The 2010 video essay In Free Fall is installed across three intersecting screens, prohibiting any complete view or unbroken linear sequence. Taking its cue from Sergei Tretyakov’s 1929 text The Biography of the Object (in which the Soviet writer argues that the traditional novel’s dependence on a central hero’s psychic interiority should be replaced by a narrative that follows an inanimate object), In Free Fall traces the ‘biography’ of a Boeing 707 through a convoluted web of movements, transitions and coincidences. The roving object and its detached image plot a constellation of tangentially related, ragmentary stories about how human lives and inanimate materials may be reassembled, reconfigured and recycled after they have been shattered into pieces in a (financial / plane) crash.
In Steyerl’s most recent video, Liquidity Inc. (2014), the main character is water. It takes various configurations and possible manifestations – as oceans, eyeballs, touchscreens, leaks, drinks, rainbows, ice, waves, floods, vapour, torrents and tsunamis. It arrives on this planet as an alien presence, and it forms migratory paths between Vietnam and California; it flows through us as blood, sweat and tears, and it appears as animated digital versions of Katsushika Hokusai’s woodblock print The Great Wave (c. 1830) on Tumblr. It also carries us through liquid assets, corporate liquidation and – for the artist, while she is in the process of making the video – an evaporating budget. ‘Water can flow – and it can crash’, Bruce Lee repeats in the voiceover, ‘be formless, shapeless, like water.’

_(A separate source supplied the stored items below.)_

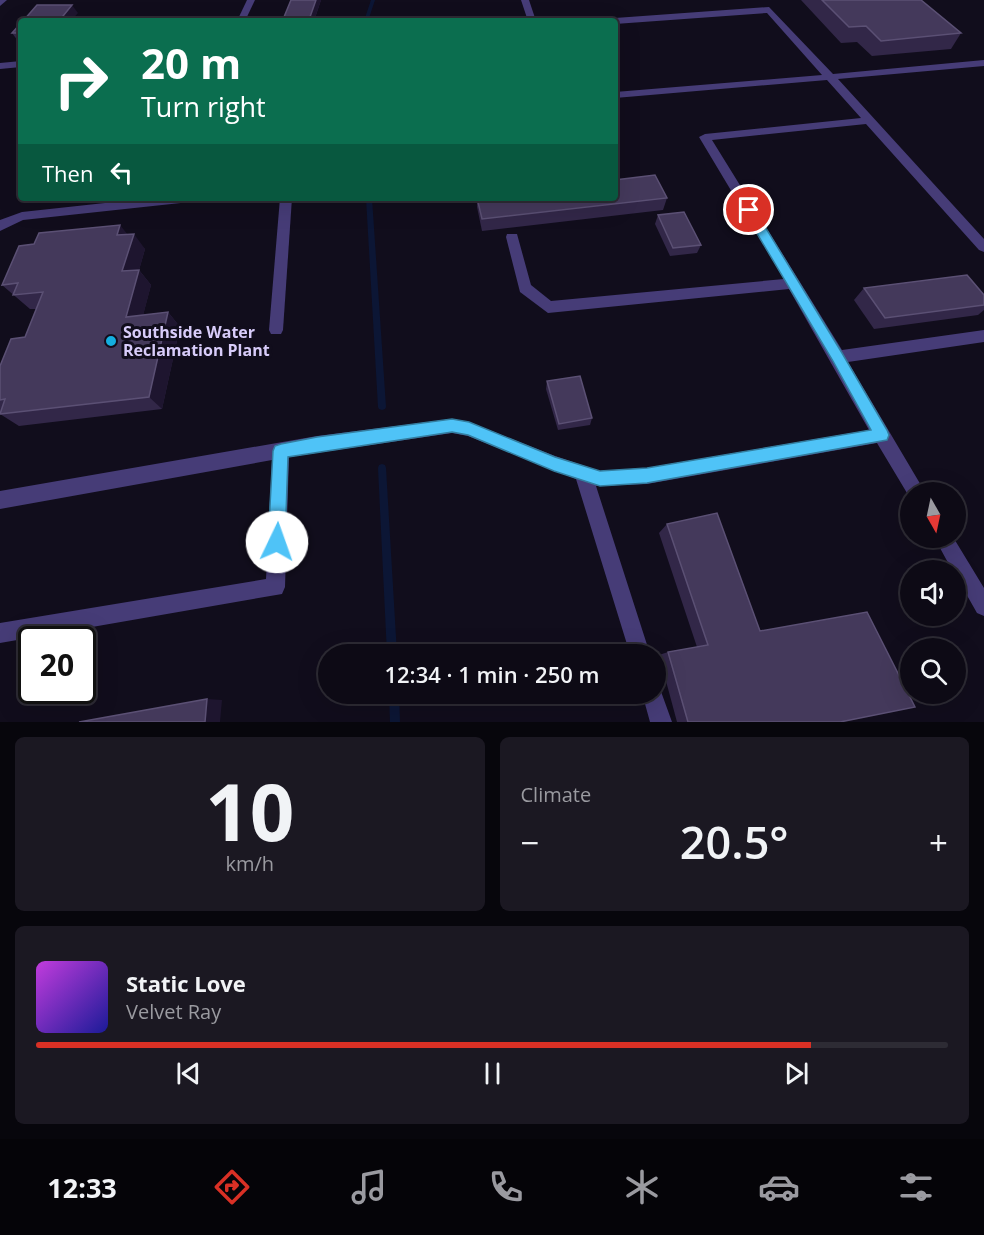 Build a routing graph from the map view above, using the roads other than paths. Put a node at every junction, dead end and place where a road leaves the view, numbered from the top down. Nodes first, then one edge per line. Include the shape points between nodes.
1 (251, 0) edge
2 (525, 0) edge
3 (242, 18) edge
4 (531, 18) edge
5 (618, 21) edge
6 (984, 63) edge
7 (18, 64) edge
8 (0, 66) edge
9 (830, 77) junction
10 (618, 94) edge
11 (869, 120) junction
12 (162, 201) edge
13 (286, 201) edge
14 (0, 226) edge
15 (512, 237) dead end
16 (984, 247) edge
17 (793, 283) junction
18 (276, 330) dead end
19 (984, 336) edge
20 (838, 357) junction
21 (881, 435) junction
22 (281, 451) junction
23 (583, 474) junction
24 (910, 482) edge
25 (0, 500) edge
26 (950, 548) edge
27 (984, 606) edge
28 (0, 633) edge
29 (637, 644) edge
30 (655, 704) edge
31 (661, 722) edge

1 - 3 street
2 - 4 street
5 - 9 street via 769,10
6 - 9 street
7 - 8 street
9 - 10 street
9 - 11 street
11 - 16 street
11 - 17 street via 705,137
12 - 14 street via 22,216
13 - 18 street
15 - 17 street via 525,288 548,307
17 - 20 street
19 - 20 street
20 - 21 street
21 - 23 street via 647,476 600,479
21 - 24 street
22 - 23 street via 452,426 469,429
22 - 25 street
22 - 28 street via 275,587
23 - 29 street
26 - 27 street
30 - 31 street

It is a mark of their own fluid strength that Steyerl’s works don’t always lend themselves well to summary or overview – or, to a certain extent, to an exhibition review. As with the witty, writhing prose of her essays, her image-based works describe and embody a world of incompletion and open-ended variation. ‘Too Much World’ reminds us that her ideas cannot be surveyed from a single, stable vantage point. It is to their credit that much is necessarily left out of any attempted retrospective or review.